私が唯一寄り添えるのは、貴方しかいないんだって事――
「俺が凄いのは当然だ。お前が、俺を育てたんだからな」
自信たっぷりに言う所は、相変わらず王様ね。
「だから、自分がどれだけスゲー事やってるか、もっと自信持てよ。心配しなくてもお前は美人だし、世界一のイイ女なんだ。俺が死ぬほど惚れた女なんだぜ? お前はスゲーよ。血も繋がらないガキ共の事、毎日一生懸命、命懸けて立派に育ててるんだ。それだけでも、胸張って自慢できることだろーが! 俺はスゲーって思う。マジで尊敬してる。そんなお前に、俺も立派に育ててもらったんだ。お前に出逢わなかったら、俺は今ここに居ない。櫻井家のボンボンで、ボンクラのまま一生終わってたと思う。誰もがスゲーって認めてくれる、ガキ共や苦しむ会社を守るための未来プロジェクトなんて、考えもつかなかった。こんな立派な男にはなれなかった。ま、今はまだ途中だけどな。でも、俺は絶対、やり遂げてみせるぜ。こう思えたのも、頑張れたのも、全部お前のおかげだ。だからさ、お前が俺を支えてくれよ。これからもずっと、お前が俺を愛してくれよ――」
そっと王雅の唇が触れた。
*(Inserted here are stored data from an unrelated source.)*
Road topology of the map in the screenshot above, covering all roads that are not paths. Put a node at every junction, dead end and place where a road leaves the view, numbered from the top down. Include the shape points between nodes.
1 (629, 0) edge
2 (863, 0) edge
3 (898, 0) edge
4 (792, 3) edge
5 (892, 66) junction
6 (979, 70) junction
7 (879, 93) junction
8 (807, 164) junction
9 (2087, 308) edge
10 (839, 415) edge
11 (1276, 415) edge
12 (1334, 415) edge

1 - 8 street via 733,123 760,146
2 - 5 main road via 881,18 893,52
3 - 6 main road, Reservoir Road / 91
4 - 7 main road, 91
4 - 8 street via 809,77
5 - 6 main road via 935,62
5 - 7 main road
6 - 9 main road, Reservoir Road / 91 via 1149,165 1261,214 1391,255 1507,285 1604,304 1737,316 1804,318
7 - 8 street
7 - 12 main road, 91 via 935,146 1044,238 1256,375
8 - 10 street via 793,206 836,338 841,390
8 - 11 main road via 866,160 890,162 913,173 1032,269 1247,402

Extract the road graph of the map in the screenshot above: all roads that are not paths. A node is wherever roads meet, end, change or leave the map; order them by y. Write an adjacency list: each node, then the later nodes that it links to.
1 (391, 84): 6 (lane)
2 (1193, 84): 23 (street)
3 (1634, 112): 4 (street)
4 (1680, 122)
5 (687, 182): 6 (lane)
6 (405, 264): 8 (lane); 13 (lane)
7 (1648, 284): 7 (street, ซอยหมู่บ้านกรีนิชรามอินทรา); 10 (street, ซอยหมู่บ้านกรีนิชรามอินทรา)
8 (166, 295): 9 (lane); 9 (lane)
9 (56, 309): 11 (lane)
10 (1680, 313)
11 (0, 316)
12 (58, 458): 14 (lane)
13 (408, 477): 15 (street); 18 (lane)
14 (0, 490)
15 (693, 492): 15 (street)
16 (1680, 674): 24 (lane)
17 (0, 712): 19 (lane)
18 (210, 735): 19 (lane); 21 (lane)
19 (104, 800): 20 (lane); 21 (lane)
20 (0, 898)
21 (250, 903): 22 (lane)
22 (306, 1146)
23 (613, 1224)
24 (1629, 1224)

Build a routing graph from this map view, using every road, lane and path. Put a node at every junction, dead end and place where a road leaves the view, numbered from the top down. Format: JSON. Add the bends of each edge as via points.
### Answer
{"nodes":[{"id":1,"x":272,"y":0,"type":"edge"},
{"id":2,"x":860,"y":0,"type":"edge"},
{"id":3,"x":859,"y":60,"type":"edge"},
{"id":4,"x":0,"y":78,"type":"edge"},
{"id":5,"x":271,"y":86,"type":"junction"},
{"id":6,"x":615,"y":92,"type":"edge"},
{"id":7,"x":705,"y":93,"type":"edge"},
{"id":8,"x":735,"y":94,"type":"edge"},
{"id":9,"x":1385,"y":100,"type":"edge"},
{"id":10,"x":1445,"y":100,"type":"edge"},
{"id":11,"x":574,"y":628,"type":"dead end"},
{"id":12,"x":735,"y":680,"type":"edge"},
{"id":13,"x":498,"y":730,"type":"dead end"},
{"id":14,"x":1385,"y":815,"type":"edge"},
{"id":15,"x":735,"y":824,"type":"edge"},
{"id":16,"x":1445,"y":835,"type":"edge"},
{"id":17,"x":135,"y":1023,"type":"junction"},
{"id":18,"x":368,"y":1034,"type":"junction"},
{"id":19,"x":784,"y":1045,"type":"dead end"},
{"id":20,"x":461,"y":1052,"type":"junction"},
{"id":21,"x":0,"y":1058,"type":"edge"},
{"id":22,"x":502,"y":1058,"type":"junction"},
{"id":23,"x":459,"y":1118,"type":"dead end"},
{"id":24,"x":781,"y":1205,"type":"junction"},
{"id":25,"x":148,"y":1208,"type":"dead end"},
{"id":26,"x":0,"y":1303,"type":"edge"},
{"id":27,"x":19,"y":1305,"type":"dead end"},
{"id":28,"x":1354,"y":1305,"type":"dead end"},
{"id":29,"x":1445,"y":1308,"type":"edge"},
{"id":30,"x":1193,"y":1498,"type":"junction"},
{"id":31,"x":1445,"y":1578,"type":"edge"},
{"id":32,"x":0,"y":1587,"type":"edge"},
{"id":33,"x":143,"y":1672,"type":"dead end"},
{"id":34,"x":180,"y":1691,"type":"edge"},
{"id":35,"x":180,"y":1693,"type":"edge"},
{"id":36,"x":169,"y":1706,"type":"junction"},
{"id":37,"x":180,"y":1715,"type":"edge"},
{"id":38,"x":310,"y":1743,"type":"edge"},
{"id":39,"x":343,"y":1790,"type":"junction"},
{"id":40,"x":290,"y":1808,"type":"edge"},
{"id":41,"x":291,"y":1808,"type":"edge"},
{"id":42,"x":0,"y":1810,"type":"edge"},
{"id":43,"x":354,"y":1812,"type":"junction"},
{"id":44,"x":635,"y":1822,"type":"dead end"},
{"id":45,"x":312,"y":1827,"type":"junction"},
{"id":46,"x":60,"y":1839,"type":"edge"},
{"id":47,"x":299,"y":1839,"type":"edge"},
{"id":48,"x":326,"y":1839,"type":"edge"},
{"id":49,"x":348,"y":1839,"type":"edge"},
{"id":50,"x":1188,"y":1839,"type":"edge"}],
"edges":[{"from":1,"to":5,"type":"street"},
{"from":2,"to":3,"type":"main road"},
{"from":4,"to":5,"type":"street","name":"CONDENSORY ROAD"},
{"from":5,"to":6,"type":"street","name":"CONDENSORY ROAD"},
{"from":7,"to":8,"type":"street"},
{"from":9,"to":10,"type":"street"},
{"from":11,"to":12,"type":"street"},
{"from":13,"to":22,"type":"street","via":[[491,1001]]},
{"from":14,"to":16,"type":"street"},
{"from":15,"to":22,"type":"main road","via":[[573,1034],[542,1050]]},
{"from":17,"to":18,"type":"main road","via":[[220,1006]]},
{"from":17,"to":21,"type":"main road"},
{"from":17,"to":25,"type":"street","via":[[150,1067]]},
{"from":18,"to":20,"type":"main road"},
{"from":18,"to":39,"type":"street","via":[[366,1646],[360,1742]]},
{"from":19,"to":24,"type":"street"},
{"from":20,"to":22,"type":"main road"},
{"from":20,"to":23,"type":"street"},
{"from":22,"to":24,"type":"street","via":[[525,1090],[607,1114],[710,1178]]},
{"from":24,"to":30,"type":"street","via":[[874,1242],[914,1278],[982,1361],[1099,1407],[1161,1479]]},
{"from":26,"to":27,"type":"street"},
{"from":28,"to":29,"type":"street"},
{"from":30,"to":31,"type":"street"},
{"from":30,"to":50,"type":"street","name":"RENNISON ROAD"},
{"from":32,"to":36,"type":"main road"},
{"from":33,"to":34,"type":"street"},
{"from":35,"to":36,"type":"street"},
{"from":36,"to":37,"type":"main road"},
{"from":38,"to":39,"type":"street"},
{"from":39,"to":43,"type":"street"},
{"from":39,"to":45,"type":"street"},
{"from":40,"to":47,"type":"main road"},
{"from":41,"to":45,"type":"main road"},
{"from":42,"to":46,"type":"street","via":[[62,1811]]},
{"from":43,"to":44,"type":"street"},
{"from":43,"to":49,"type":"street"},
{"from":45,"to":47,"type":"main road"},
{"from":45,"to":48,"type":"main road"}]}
熱い唇が、私を包んでいる。
ドキドキする。もう逃げられない。
溶けてしまいそう――・・・・
唇を離し、さっきと同じ選択肢を王雅が投げかけてくる。「で、返事は? 俺のものになってもいいか、イエスかハイか、どっちだよ!」
「さっきも言ったけど、どっちもイエスじゃない・・・・」
答えを聞かずに、このままなし崩にしてくれたらいいのに。